[m-rev.] for review: Support dynamic creation of Mercury engines in low-level C parallel grades.
Peter Wang
novalazy at gmail.com
Wed Jun 25 11:47:37 AEST 2014
On Tue, 24 Jun 2014 19:42:50 +1000, Paul Bone <paul at bone.id.au> wrote:
> >
> > runtime/mercury_context.c:
> > runtime/mercury_context.h:
> > Rename MR_num_idle_engines to MR_num_ws_engines. It only counts
> > idle work-stealing engines.
>
> MR_num_ws_engines is the same name as above. I guess, and hope, that this
> comment is in error and these are seperate variables with distinct names.
That should be MR_num_idle_ws_engines.
> >
> > Rename MR_try_wake_an_engine to MR_try_wake_ws_engine
> > and restrict it to work-stealing engines.
>
> What if a context that has an exclusive engine becomes runnable, how do you
> wake it? I suggest instead parameterizing MR_try_wake_an_engine. Is it not
> valid to send MR_ENGINE_ACTION_CONTEXT to an exclusive engine? For example
> if the exclusive context blocked on a thread.channel or something?

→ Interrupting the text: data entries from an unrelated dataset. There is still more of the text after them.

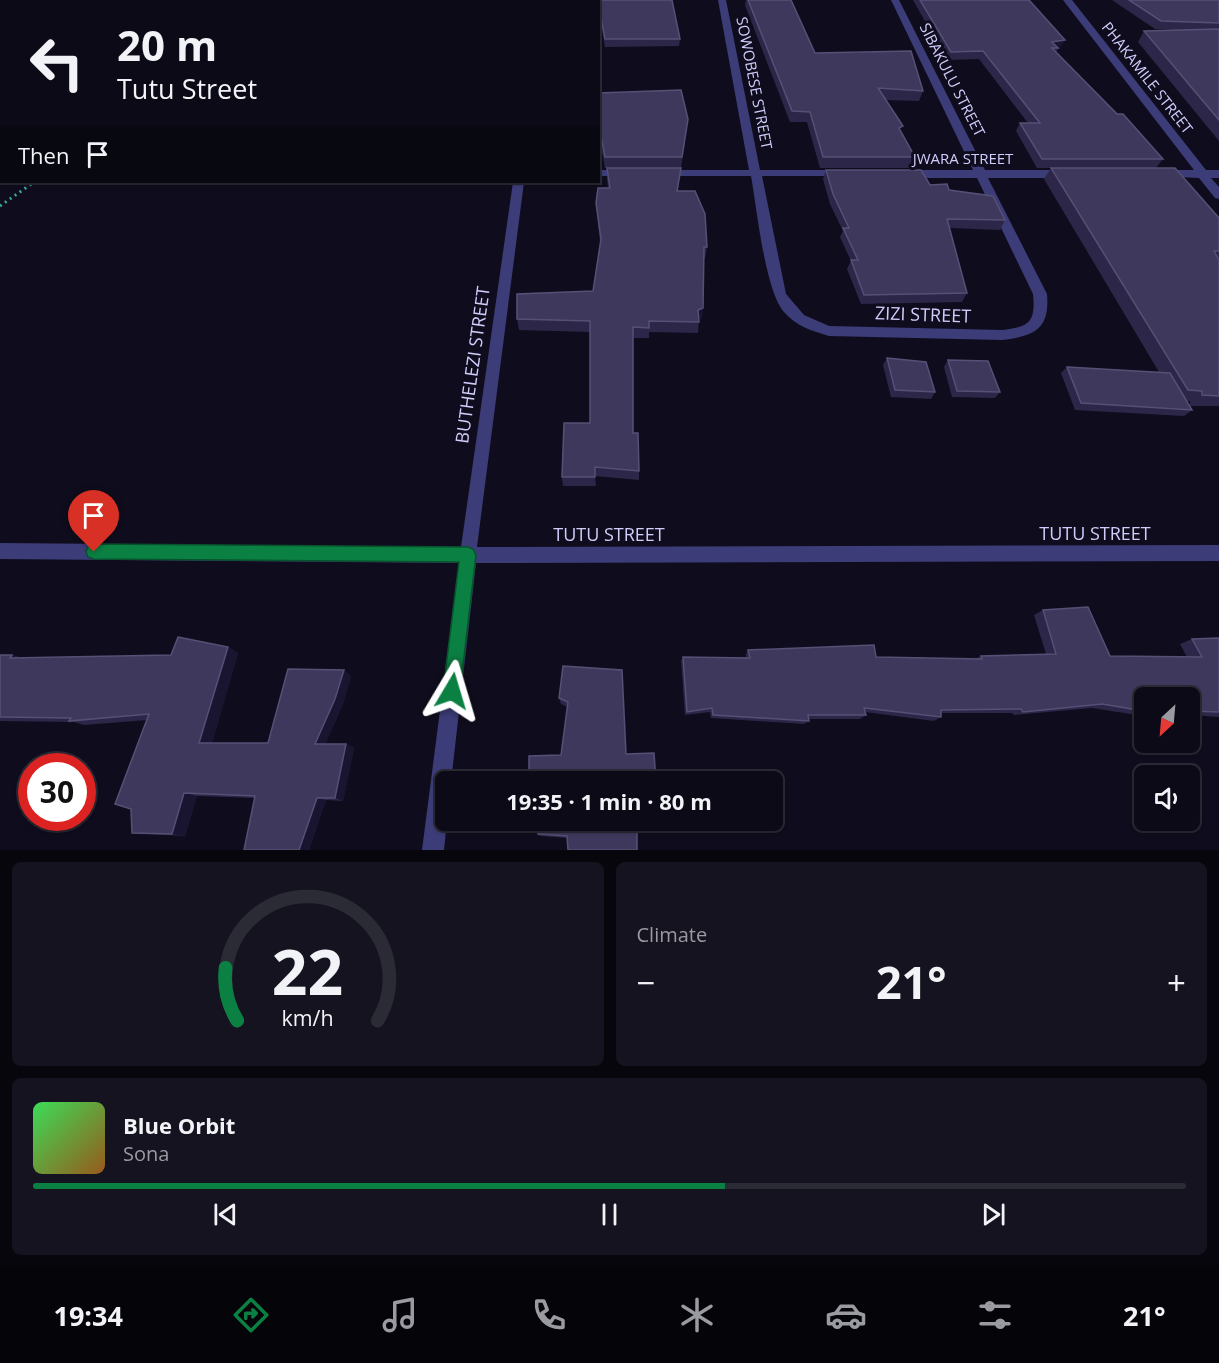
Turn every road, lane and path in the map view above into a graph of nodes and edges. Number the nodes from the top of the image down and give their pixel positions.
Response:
1 (722, 0) edge
2 (894, 0) edge
3 (1067, 0) edge
4 (600, 173) edge
5 (756, 173) junction
6 (851, 173) edge
7 (887, 173) edge
8 (982, 174) junction
9 (1075, 174) edge
10 (1145, 174) edge
11 (1203, 174) junction
12 (1219, 174) edge
13 (33, 183) edge
14 (518, 183) edge
15 (1219, 195) edge
16 (0, 206) edge
17 (0, 551) edge
18 (1219, 553) edge
19 (468, 555) junction
20 (433, 850) edge

1 - 5 street, SOWOBESE STREET
2 - 8 street, SIBAKULU STREET
3 - 11 street, PHAKAMILE STREET
4 - 5 street
5 - 6 street
5 - 8 street, ZIZI STREET
7 - 8 street, JWARA STREET
8 - 9 street, JWARA STREET
10 - 11 street
11 - 12 street
11 - 15 street, PHAKAMILE STREET
13 - 16 path
14 - 19 street, BUTHELEZI STREET
17 - 19 street, TUTU STREET
18 - 19 street, TUTU STREET
19 - 20 street, BUTHELEZI STREET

try_wake_engine does that, which is different from MR_try_wake_ws_engine.
>
> > Rename MR_shutdown_all_engines to MR_shutdown_ws_engines
> > and restrict it to work-stealing engines.
>
> I was initially confused by this, i didn't realize that these engines would
> shutdown by themselves when they finnished their work. The changelog should
> reflect this.
Added a comment.
>
> > Make try_wake_engine and try_notify_engine decrement
> > MR_num_idle_ws_engines only for shared engines.
> >
> > In MR_do_idle, make exclusive engines bypass work-stealing
> > and skip to the sleep state.
> >
> > In MR_do_sleep, make exclusive engines ignore work-stealing advice
> > and abort the program if told to shut down.
> > Assert that a context with an exclusive_engine really is only loaded
> > by that engine.
> >
> > In MR_fork_new_child, make exclusive engines not attempt to wake
> > work-stealing engines. Its sparks cannot be stolen anyway.
> >
> > Make do_work_steal fail the attempt for exclusive engines.

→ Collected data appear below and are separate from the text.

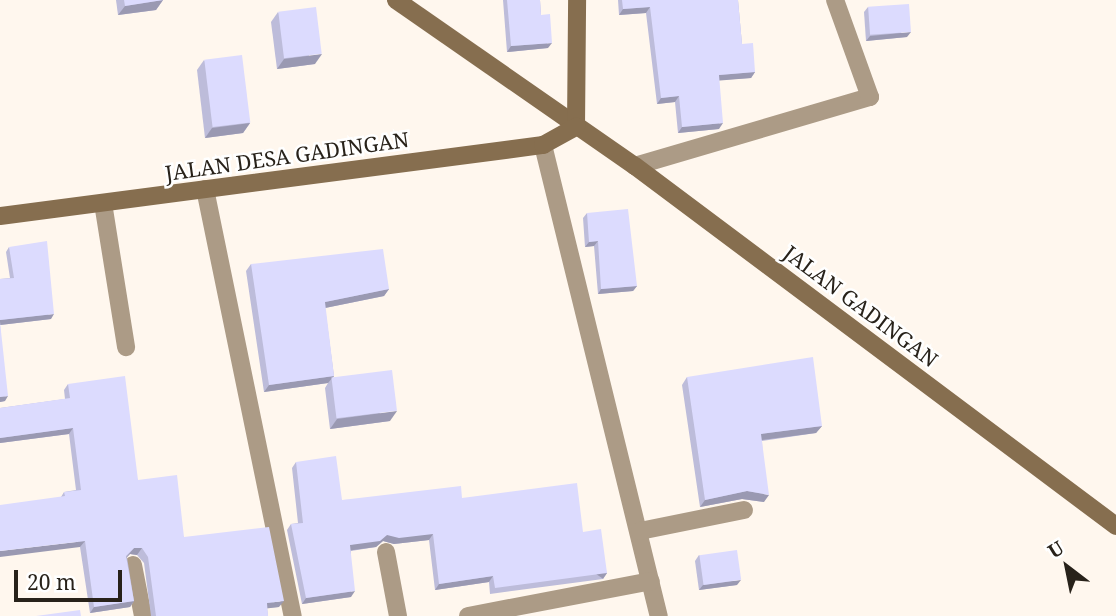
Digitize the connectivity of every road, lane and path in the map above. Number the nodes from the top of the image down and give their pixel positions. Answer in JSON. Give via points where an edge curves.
{"nodes":[{"id":1,"x":396,"y":0,"type":"edge"},
{"id":2,"x":577,"y":0,"type":"edge"},
{"id":3,"x":835,"y":0,"type":"edge"},
{"id":4,"x":576,"y":127,"type":"junction"},
{"id":5,"x":543,"y":145,"type":"junction"},
{"id":6,"x":635,"y":166,"type":"junction"},
{"id":7,"x":205,"y":189,"type":"junction"},
{"id":8,"x":103,"y":203,"type":"junction"},
{"id":9,"x":0,"y":216,"type":"edge"},
{"id":10,"x":126,"y":347,"type":"dead end"},
{"id":11,"x":744,"y":510,"type":"dead end"},
{"id":12,"x":1116,"y":526,"type":"edge"},
{"id":13,"x":640,"y":531,"type":"junction"},
{"id":14,"x":386,"y":552,"type":"dead end"},
{"id":15,"x":133,"y":565,"type":"dead end"},
{"id":16,"x":652,"y":581,"type":"junction"},
{"id":17,"x":143,"y":616,"type":"edge"},
{"id":18,"x":293,"y":616,"type":"edge"},
{"id":19,"x":398,"y":616,"type":"edge"},
{"id":20,"x":468,"y":616,"type":"edge"},
{"id":21,"x":659,"y":616,"type":"edge"}],
"edges":[{"from":1,"to":4,"type":"street","name":"JALAN GADINGAN"},
{"from":2,"to":4,"type":"street"},
{"from":3,"to":6,"type":"street","via":[[870,97]]},
{"from":4,"to":5,"type":"street","name":"JALAN DESA GADINGAN"},
{"from":4,"to":6,"type":"street","name":"JALAN GADINGAN"},
{"from":5,"to":7,"type":"street","name":"JALAN DESA GADINGAN"},
{"from":5,"to":13,"type":"street"},
{"from":6,"to":12,"type":"street","name":"JALAN GADINGAN"},
{"from":7,"to":8,"type":"street","name":"JALAN DESA GADINGAN"},
{"from":7,"to":18,"type":"street"},
{"from":8,"to":9,"type":"street","name":"JALAN DESA GADINGAN"},
{"from":8,"to":10,"type":"street"},
{"from":11,"to":13,"type":"street"},
{"from":13,"to":16,"type":"street"},
{"from":14,"to":19,"type":"street"},
{"from":15,"to":17,"type":"street"},
{"from":16,"to":20,"type":"street"},
{"from":16,"to":21,"type":"street"}]}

> > There is one call where this might happen.
>
> Where? I couldn't find / didn't see it.
>
In MR_do_sleep, case ETIMEDOUT. Perhaps it can't happen?
I need to understand the states better.
I'll make MR_do_sleep test for a work-stealing engine before calling
do_work_steal.
> > Add notes to MR_attempt_steal_spark. Its behaviour is unchanged.
> >
> > Replace a call to MR_destroy_thread by MR_finalize_thread_engine.
> >
> > Delete MR_num_exited_engines. It was unused.
> >
> > runtime/mercury_thread.c:
> > runtime/mercury_thread.h:
> > Delete MR_next_engine_id and MR_next_engine_id_lock.
> > Engine ids can now be recycled so they are not enough.
>
> This didn't parse well.
More explanation?
Delete MR_next_engine_id and MR_next_engine_id_lock. Because
engines can be created and destroyed dynamically, and engine ids
index into fixed-sized arrays, we cannot allocate engine ids by
just incrementing a counter.
> >
> > runtime/mercury_memory_zones.c:
> > Replace MR_num_threads by appropriate counters (I hope).
>
> I never got around to testing and tuning those settings so I wouldn't worry.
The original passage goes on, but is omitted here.